The classification of the word embeddings is currently based on the biological approach of MOB typing. As long as it is not clear for the already used biological method, which proteins have to be used as queries to get the best results or how many different MOB types exist, the word embedding classification cannot be improved. However, as soon as more biological information about MOB types is available, reconstructing typing with word embeddings offers an interesting alternative. The model only needs to be trained once and can then readily be used. An assignment to a MOB type only takes a fraction of a second and does not require any time-consuming BLAST analysis.

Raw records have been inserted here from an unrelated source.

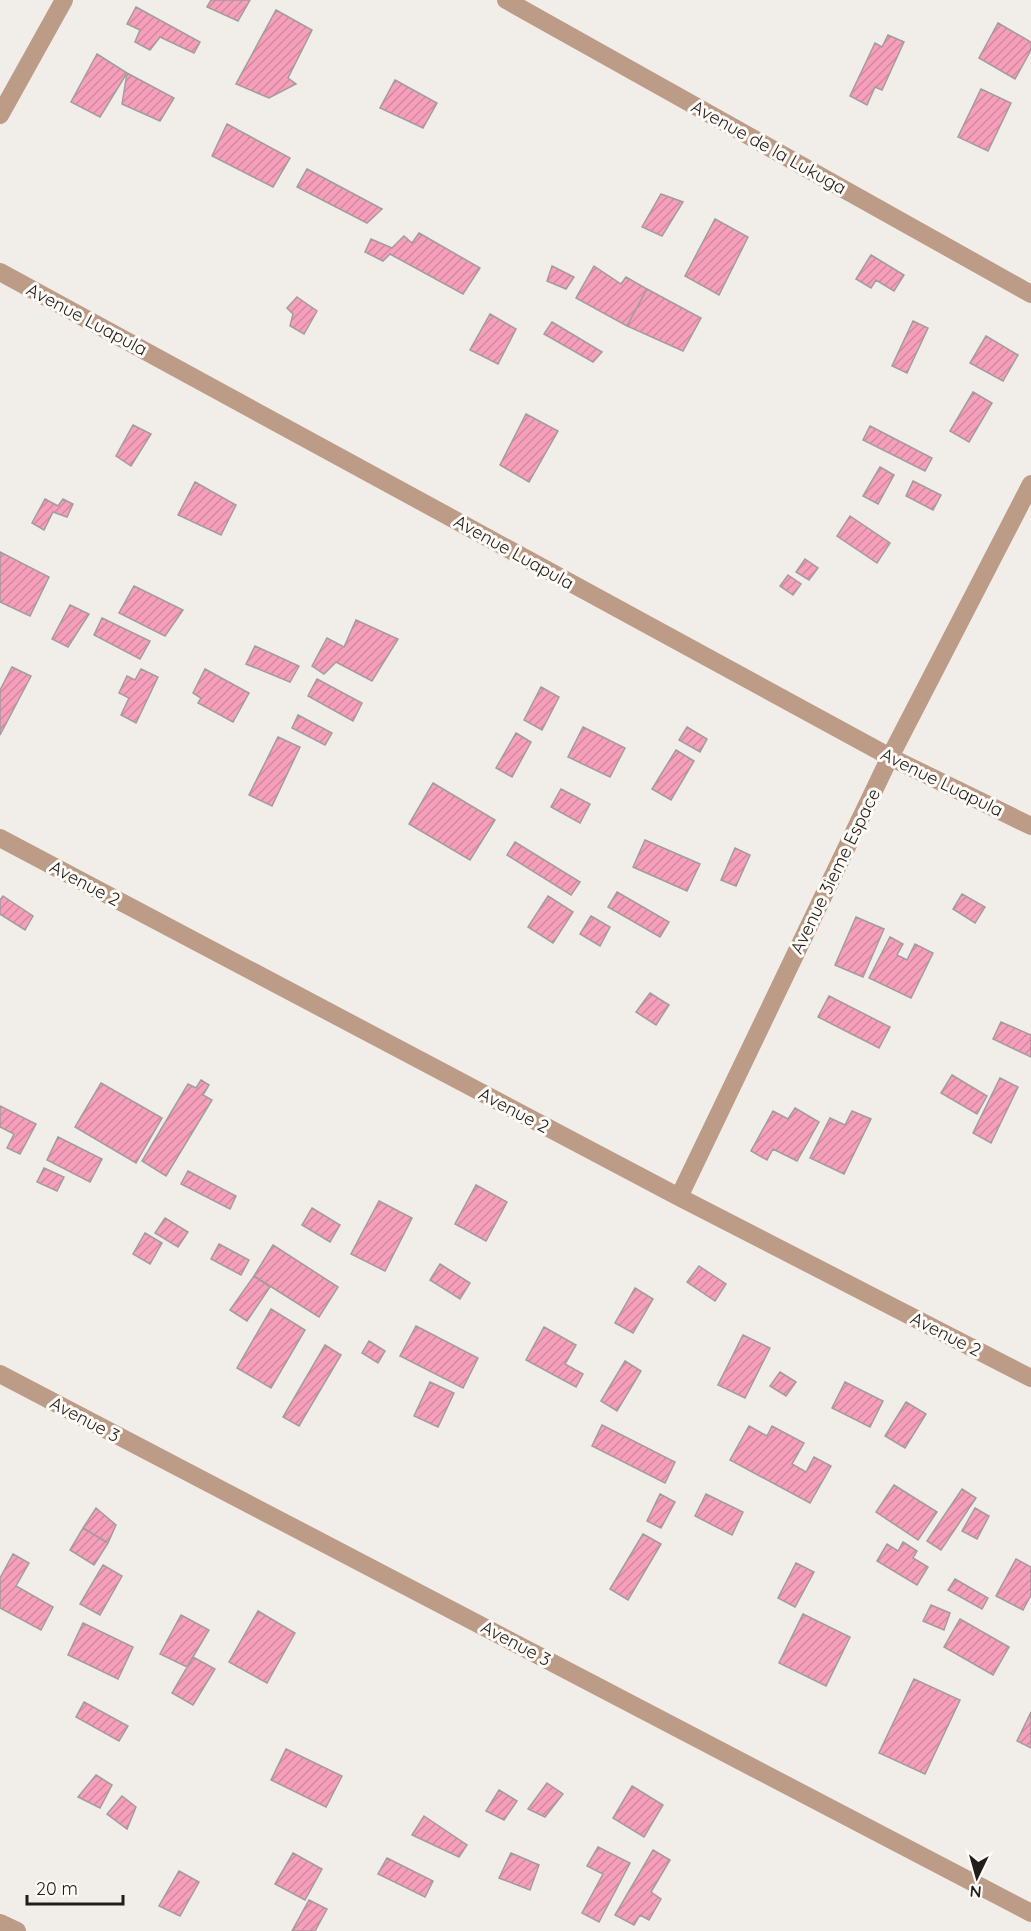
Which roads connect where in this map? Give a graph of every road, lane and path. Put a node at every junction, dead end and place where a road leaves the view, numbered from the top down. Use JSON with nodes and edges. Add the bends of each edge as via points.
{"nodes":[{"id":1,"x":64,"y":0,"type":"edge"},
{"id":2,"x":506,"y":0,"type":"edge"},
{"id":3,"x":0,"y":115,"type":"edge"},
{"id":4,"x":0,"y":272,"type":"edge"},
{"id":5,"x":1031,"y":294,"type":"edge"},
{"id":6,"x":1031,"y":484,"type":"edge"},
{"id":7,"x":890,"y":757,"type":"junction"},
{"id":8,"x":1031,"y":826,"type":"edge"},
{"id":9,"x":0,"y":838,"type":"edge"},
{"id":10,"x":679,"y":1197,"type":"junction"},
{"id":11,"x":0,"y":1374,"type":"edge"},
{"id":12,"x":1031,"y":1378,"type":"edge"},
{"id":13,"x":1031,"y":1913,"type":"edge"},
{"id":14,"x":0,"y":1923,"type":"edge"},
{"id":15,"x":17,"y":1931,"type":"edge"}],
"edges":[{"from":1,"to":3,"type":"street"},
{"from":2,"to":5,"type":"street","name":"Avenue de la Lukuga"},
{"from":4,"to":7,"type":"street","name":"Avenue Luapula"},
{"from":6,"to":7,"type":"street","name":"Avenue 3ieme Espace"},
{"from":7,"to":8,"type":"street","name":"Avenue Luapula"},
{"from":7,"to":10,"type":"street","name":"Avenue 3ieme Espace"},
{"from":9,"to":10,"type":"street","name":"Avenue 2"},
{"from":10,"to":12,"type":"street","name":"Avenue 2"},
{"from":11,"to":13,"type":"street","name":"Avenue 3"},
{"from":14,"to":15,"type":"street"}]}
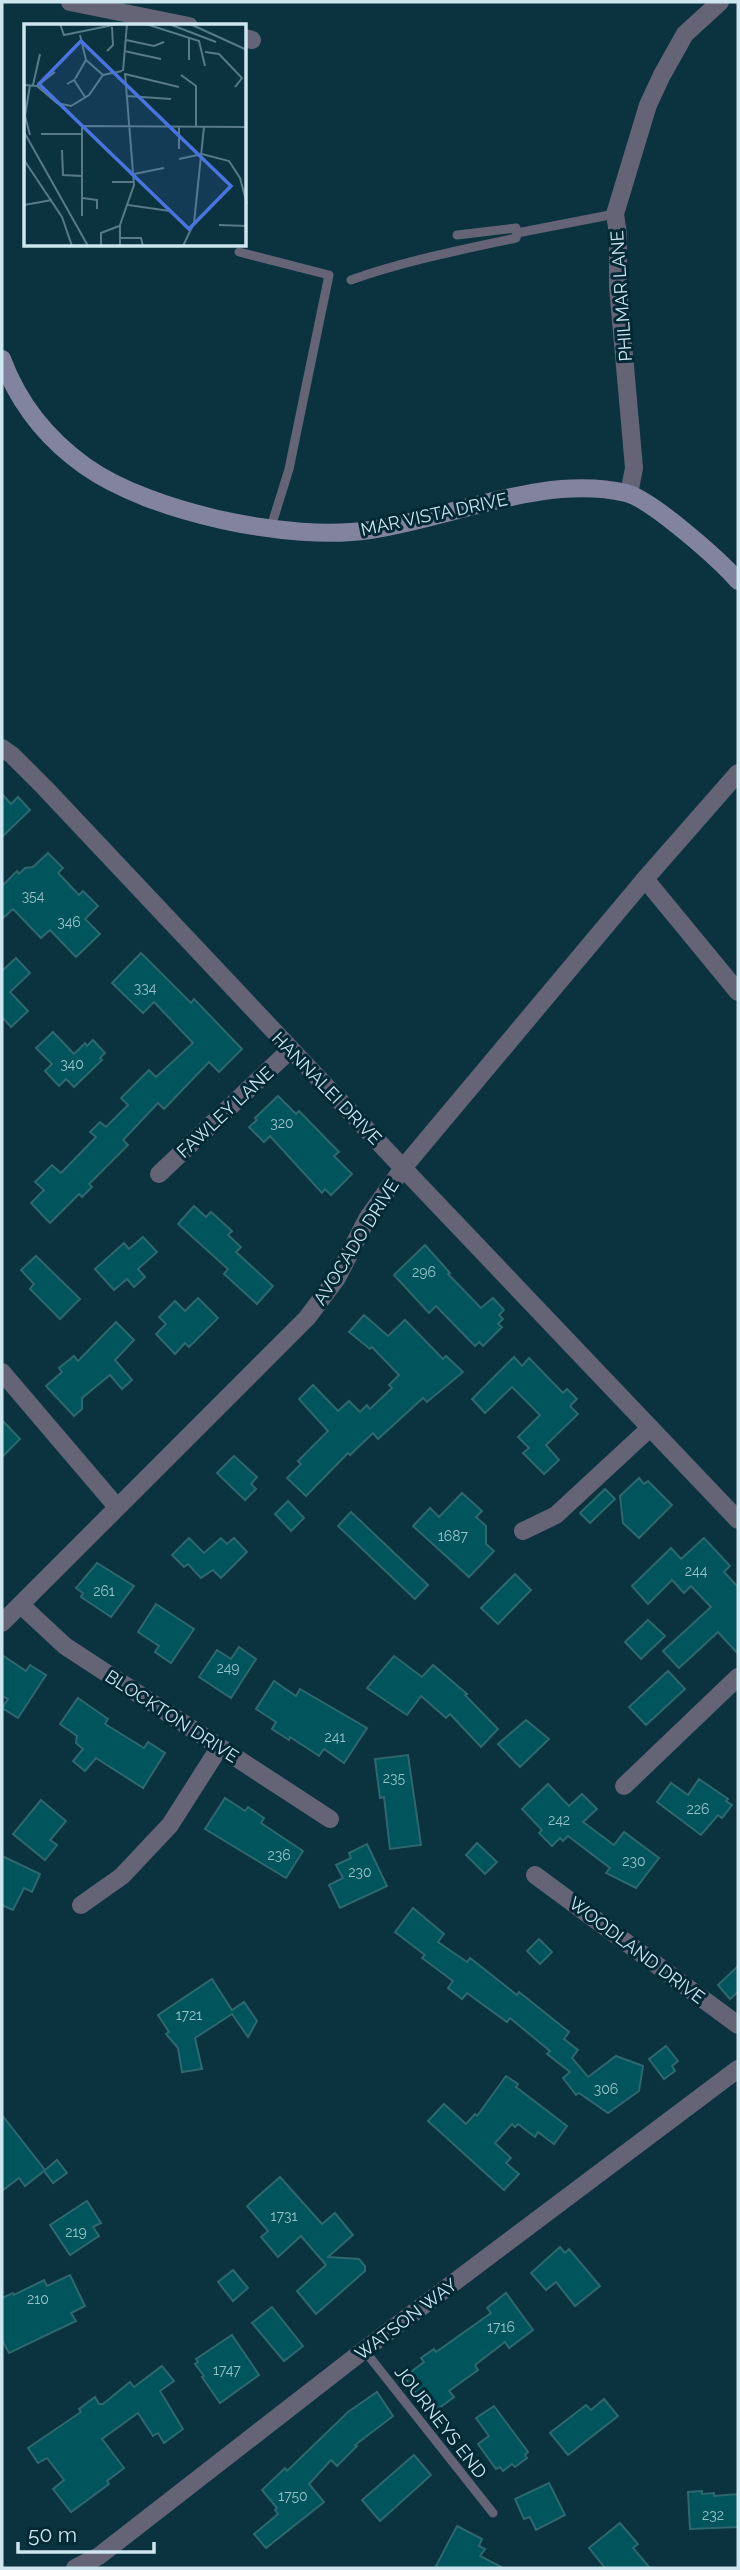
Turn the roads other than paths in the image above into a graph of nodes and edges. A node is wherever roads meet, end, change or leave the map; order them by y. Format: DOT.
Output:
graph roads {
  1 [pos="70,2"];
  2 [pos="720,2"];
  3 [pos="179,24"];
  4 [pos="615,214"];
  5 [pos="517,233"];
  6 [pos="457,235"];
  7 [pos="239,252"];
  8 [pos="351,281"];
  9 [pos="2,359"];
  10 [pos="629,494"];
  11 [pos="271,527"];
  12 [pos="737,579"];
  13 [pos="2,748"];
  14 [pos="738,773"];
  15 [pos="645,879"];
  16 [pos="738,992"];
  17 [pos="290,1050"];
  18 [pos="403,1168"];
  19 [pos="159,1174"];
  20 [pos="2,1372"];
  21 [pos="650,1428"];
  22 [pos="117,1507"];
  23 [pos="738,1521"];
  24 [pos="523,1531"];
  25 [pos="21,1605"];
  26 [pos="2,1623"];
  27 [pos="738,1677"];
  28 [pos="219,1748"];
  29 [pos="624,1786"];
  30 [pos="330,1819"];
  31 [pos="535,1875"];
  32 [pos="81,1905"];
  33 [pos="738,2025"];
  34 [pos="738,2069"];
  35 [pos="364,2350"];
  36 [pos="493,2513"];
  37 [pos="75,2568"];
  1 -- 3 [label="street"];
  2 -- 4 [label="street, PHILMAR LANE"];
  4 -- 5 [label="lane"];
  4 -- 10 [label="street, PHILMAR LANE"];
  5 -- 6 [label="lane"];
  5 -- 8 [label="lane"];
  7 -- 11 [label="lane"];
  9 -- 11 [label="main road, MAR VISTA DRIVE"];
  10 -- 11 [label="main road, MAR VISTA DRIVE"];
  10 -- 12 [label="main road, MAR VISTA DRIVE"];
  13 -- 17 [label="street, HANNALEI DRIVE"];
  14 -- 15 [label="street, AVOCADO DRIVE"];
  15 -- 16 [label="street"];
  15 -- 18 [label="street, AVOCADO DRIVE"];
  17 -- 18 [label="street, HANNALEI DRIVE"];
  17 -- 19 [label="street, FAWLEY LANE"];
  18 -- 21 [label="street, HANNALEI DRIVE"];
  18 -- 22 [label="street, AVOCADO DRIVE"];
  20 -- 22 [label="street"];
  21 -- 23 [label="street, HANNALEI DRIVE"];
  21 -- 24 [label="street"];
  22 -- 25 [label="street, AVOCADO DRIVE"];
  25 -- 26 [label="street, AVOCADO DRIVE"];
  25 -- 28 [label="street, BLOCKTON DRIVE"];
  27 -- 29 [label="street"];
  28 -- 30 [label="street, BLOCKTON DRIVE"];
  28 -- 32 [label="street"];
  31 -- 33 [label="street, WOODLAND DRIVE"];
  34 -- 35 [label="street, WATSON WAY"];
  35 -- 36 [label="lane, JOURNEYS END"];
  35 -- 37 [label="street, WATSON WAY"];
}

For the next steps it would be conceivable to create a new data set of plasmids. The GenBank database at NCBI continuously includes more plasmids from genome sequencing projects and probably contains a more balanced representation of all plasmid types than at the creation of the used dataset by Orlek et al. [10]. Furthermore, the scripts can be optimized to improve performance. Further tuning of the hyperparameters of the SVM will lead to even better results in the future. It is also conceivable that the MOB typing by word embeddings can be used to establish previously unknown MOB types. As shown in this paper, machine learning methods offer interesting alternatives for conventional bioinformatics approaches and will certainly make their way into biological research soon.